Mon Dieu, je ne comprends même pas comment ma sœur a pu tomber amoureuse d'un gars comme lui. Franchement, elle mérite mieux que ce play-boy à deux balles, que ce dragueur de pacotille qui se sert de son statut pour coucher avec toutes les nanas qu'il veut. Alors que je rumine encore après Lewis et son attitude, je m'adresse à Lucas :

— Pourquoi as-tu pris sa défense ?

— Parce que Lewis avait raison et que tu avais tort Milo.

— Mais dis-moi, ton raisonnement est d'une logique implacable !

— Tu vois que tu peux avoir du bon sens quand tu veux mon ange.

Cette soirée est de pire en pire. C'est au tour de Lucas de me faire chier. Il me nargue et me tape des leçons à la con sur mon bon sens ? Putain, quand il joue au moralisateur, il me tape sur les nerfs.

— Arrête tes conneries, tu veux !

— Non toi, arrête. Franchement Milo, tu accepterais que ta sœur te dise de ne plus me fréquenter parce qu'elle trouve que je ne suis pas assez bien pour toi ?

— Alors là même pas en rêve ! Et puis ce que nous vivons tous les deux, ce n'est pas comparable !

— Et en quoi c'est différent Milo ?

Et allez, c'est reparti. Lucas va pinailler sur les mots et ce n'est franchement pas le bon soir. Comment ose-t-il comparer notre relation à la leur ? Cette idylle de merde n'arrive même pas à la cheville de notre amour et le fait qu'il l'envisage ajoute à ma colère.

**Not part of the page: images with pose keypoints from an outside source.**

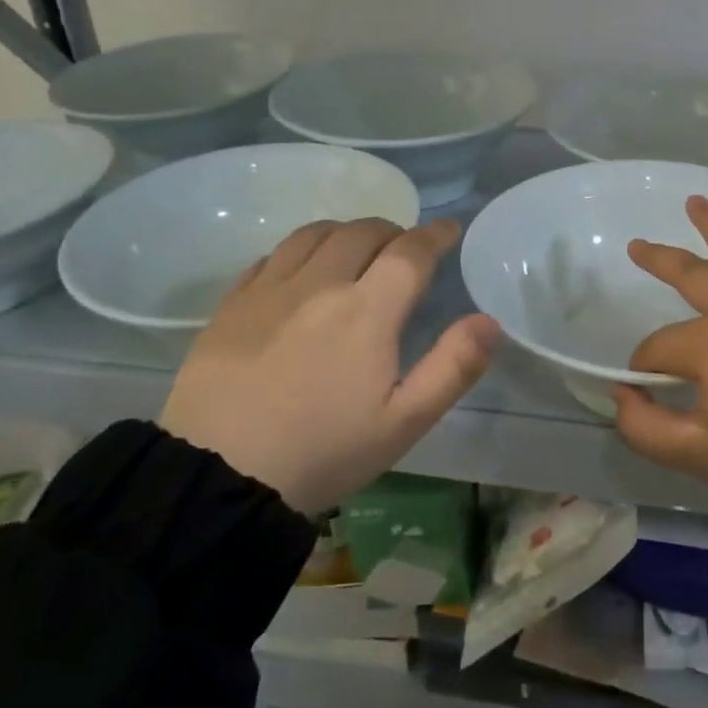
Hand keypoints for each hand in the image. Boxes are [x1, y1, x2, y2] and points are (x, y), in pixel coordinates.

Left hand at [159, 218, 499, 513]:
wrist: (217, 477)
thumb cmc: (323, 453)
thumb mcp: (404, 423)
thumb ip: (453, 367)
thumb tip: (489, 321)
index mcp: (367, 310)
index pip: (410, 251)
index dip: (435, 234)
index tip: (449, 230)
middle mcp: (320, 284)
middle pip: (363, 231)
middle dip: (394, 231)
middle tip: (405, 250)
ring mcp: (270, 290)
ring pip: (316, 234)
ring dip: (347, 232)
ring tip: (357, 250)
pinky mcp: (232, 304)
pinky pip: (273, 254)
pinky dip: (302, 249)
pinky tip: (303, 270)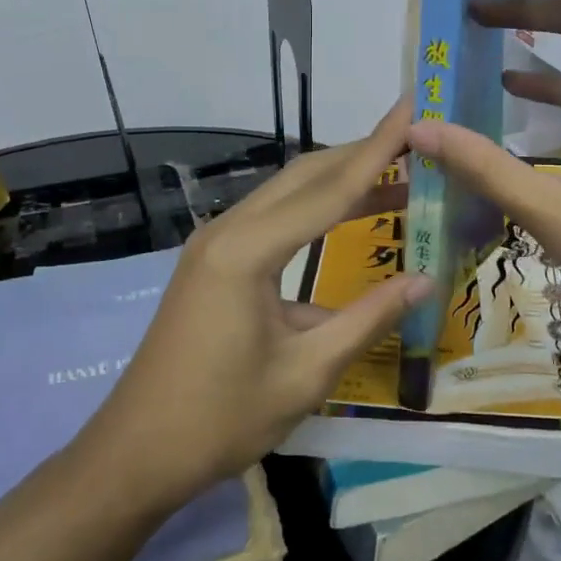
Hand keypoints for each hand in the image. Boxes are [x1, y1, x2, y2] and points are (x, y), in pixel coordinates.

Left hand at [85, 102, 432, 506]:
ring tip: (397, 174)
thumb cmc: (222, 419)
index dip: (378, 150)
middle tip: (416, 141)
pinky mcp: (212, 261)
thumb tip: (424, 279)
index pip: (329, 189)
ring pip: (286, 193)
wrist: (136, 452)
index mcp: (247, 251)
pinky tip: (344, 218)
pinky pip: (271, 219)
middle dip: (361, 154)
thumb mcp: (306, 372)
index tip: (412, 108)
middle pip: (304, 176)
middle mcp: (227, 231)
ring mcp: (214, 243)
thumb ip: (367, 318)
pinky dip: (313, 210)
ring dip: (338, 181)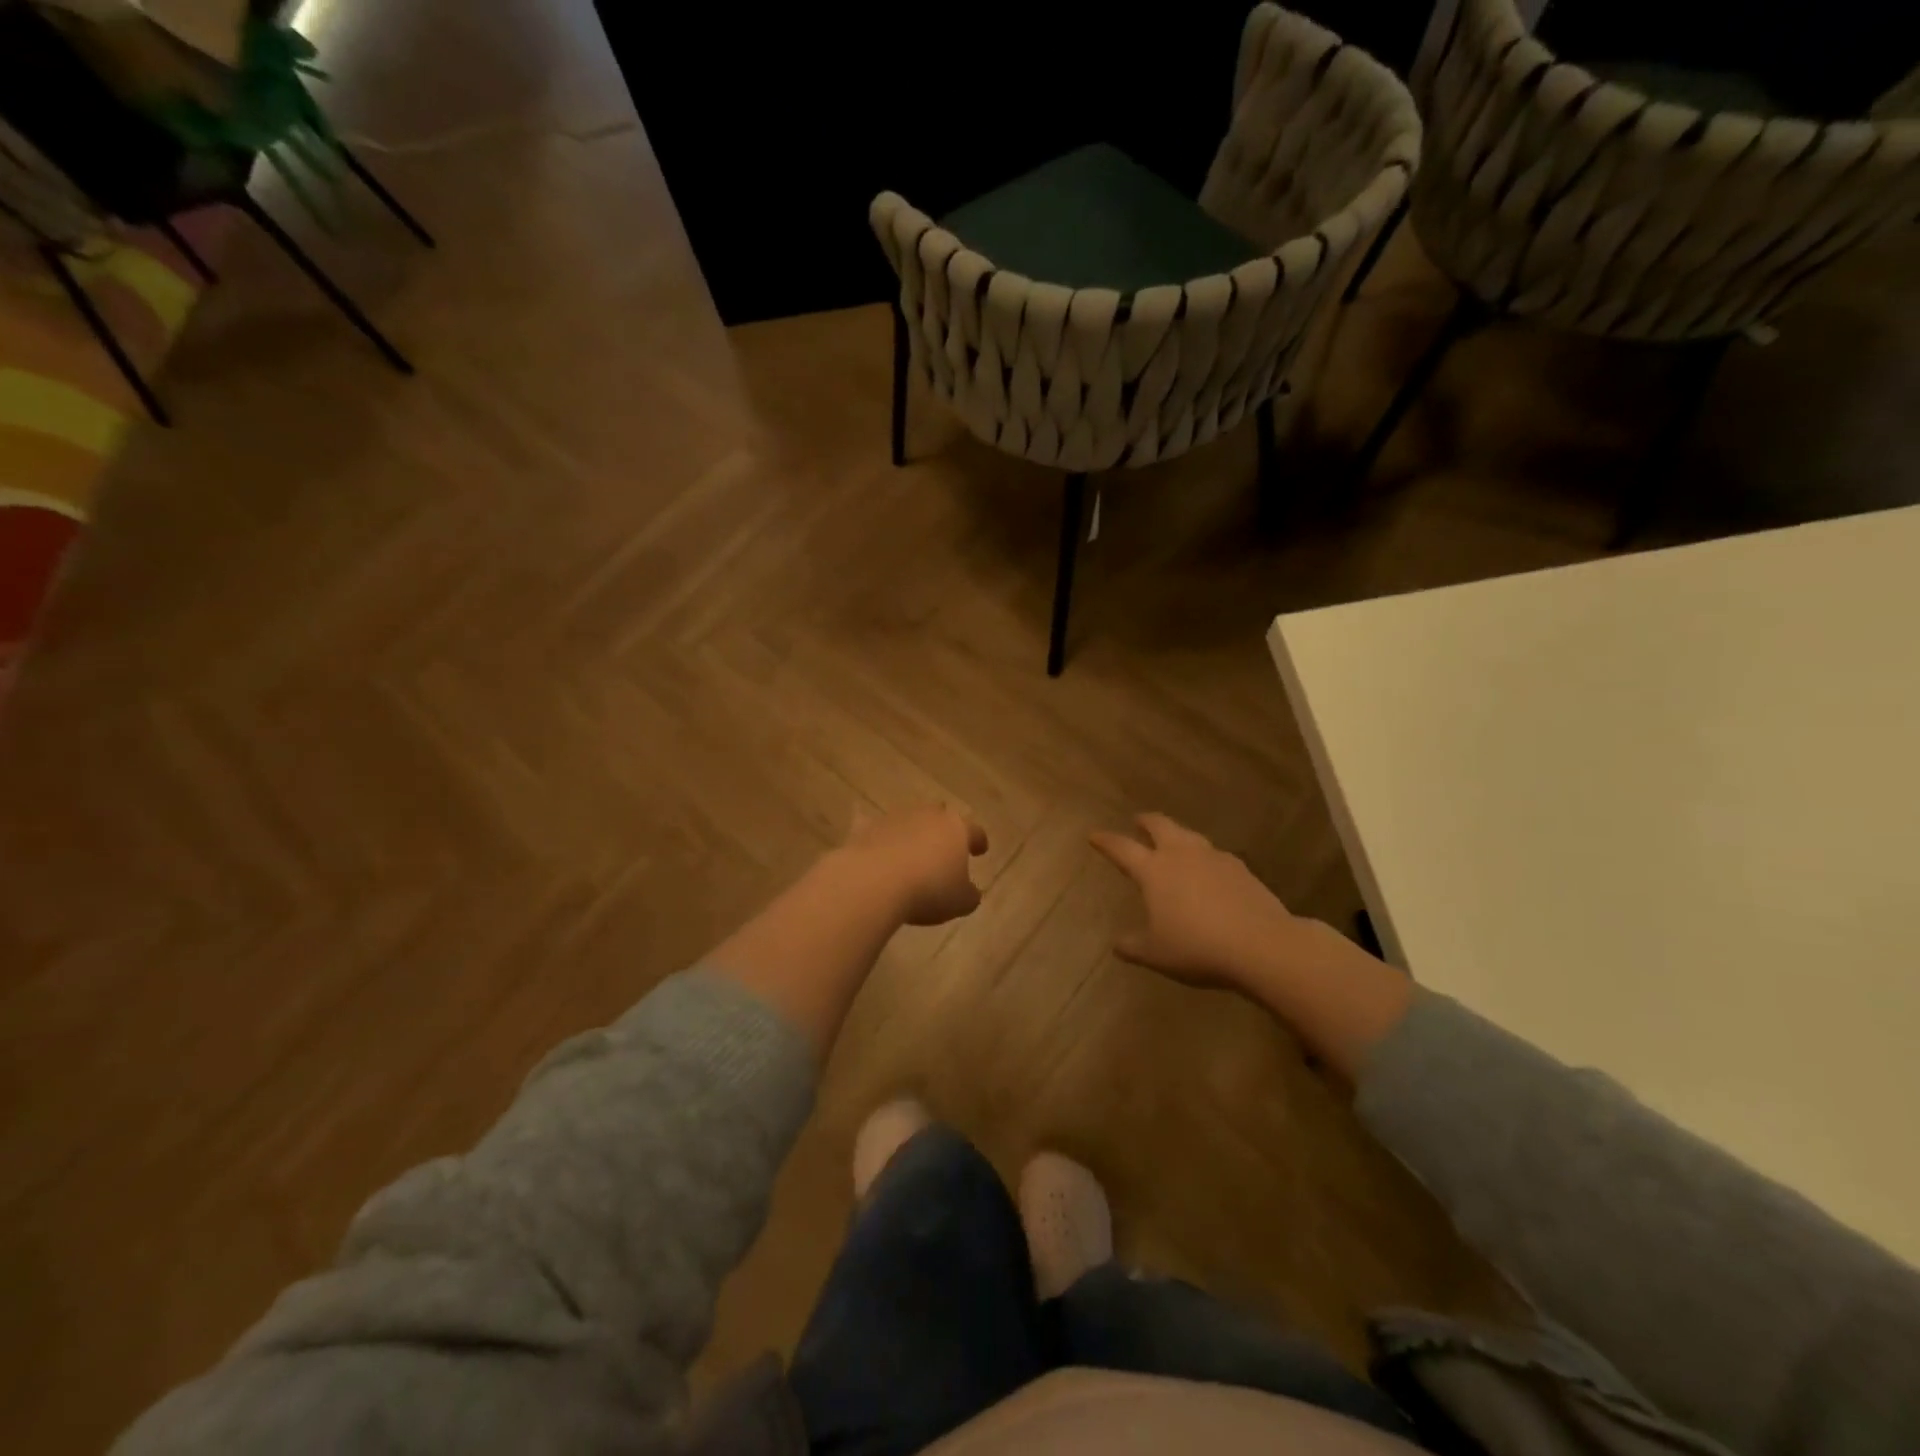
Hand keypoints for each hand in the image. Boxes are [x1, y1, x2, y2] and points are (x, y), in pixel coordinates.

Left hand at [841, 805, 989, 925]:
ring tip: (911, 854)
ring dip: (912, 834)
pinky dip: (880, 839)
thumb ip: (969, 895)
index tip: (980, 850)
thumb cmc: (928, 890)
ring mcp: (895, 818)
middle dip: (943, 829)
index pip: (974, 831)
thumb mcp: (960, 902)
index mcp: (956, 828)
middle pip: (940, 816)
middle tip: (944, 845)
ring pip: (909, 820)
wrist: (874, 881)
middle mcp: (927, 815)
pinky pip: (877, 832)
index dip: (978, 841)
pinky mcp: (866, 827)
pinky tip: (878, 849)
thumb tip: (970, 892)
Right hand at [1090, 813, 1320, 990]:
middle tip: (1138, 821)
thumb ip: (1133, 946)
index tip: (1094, 835)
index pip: (1122, 848)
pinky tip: (1208, 871)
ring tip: (1173, 842)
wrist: (1261, 945)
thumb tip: (1117, 944)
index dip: (1106, 841)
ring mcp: (1214, 858)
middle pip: (1160, 825)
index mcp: (1154, 870)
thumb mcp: (1156, 954)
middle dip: (1145, 821)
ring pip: (1189, 836)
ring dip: (1177, 835)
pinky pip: (1215, 855)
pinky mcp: (1241, 869)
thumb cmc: (1197, 947)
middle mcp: (1181, 855)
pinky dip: (1204, 858)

— Oh ça va ! Tu sais quoi Lucas ? Tu me fais chier !

— Ah je te fais chier ? répète-t-il hors de lui en me laissant en plan.

≈ ≈ ≈ ≈

C'est une belle connerie de la part des flics de nous avoir tous regroupé ici pour nous surveiller dans ce même lieu. La tension était déjà à son comble, mais depuis la dispute de ma sœur avec « son chéri » elle est montée de plusieurs crans.

Et voilà que maintenant, je me prends la tête avec Lucas. Il n'y a que mes parents qui restent calmes, comme si les épreuves de la vie leur avaient appris que ça ne sert à rien de s'énerver comme je viens de le faire.

Et encore moins après Lucas.

Il n'a pas à subir ma mauvaise humeur ni ma mauvaise foi. Je sais qu'il a raison, mais ce rôle de frangin est nouveau pour moi et j'en fais trop. Je voudrais tant rattraper toutes ces années où je n'ai pas pu la protéger. Je m'y prends mal sans doute. Je veux imposer ce que je pense être le mieux pour Claire, pourtant ce n'est pas comme ça que je vais y arriver. Je dois plutôt la soutenir et si Claire choisit Lewis... Et bien je ferais en sorte de l'accepter pour son bonheur. Parce qu'à mes yeux, il n'y a que cela qui compte.

Je veux que Claire soit heureuse.

Enfin...

Je dois m'excuser auprès de Lucas et j'en ai marre de marcher sans fin dans ce foutu jardin... Mais je ne sais pas comment m'y prendre. Alors je déambule et compte mes pas sans me presser en attendant d'avoir une idée lumineuse.

Dix pas à gauche.

Je fais face aux deux flics en faction.

Douze pas à droite.

Le vide et la barrière.

Demi-tour.

Douze pas...

Retour devant les flics qui n'ont pas bougé d'un centimètre.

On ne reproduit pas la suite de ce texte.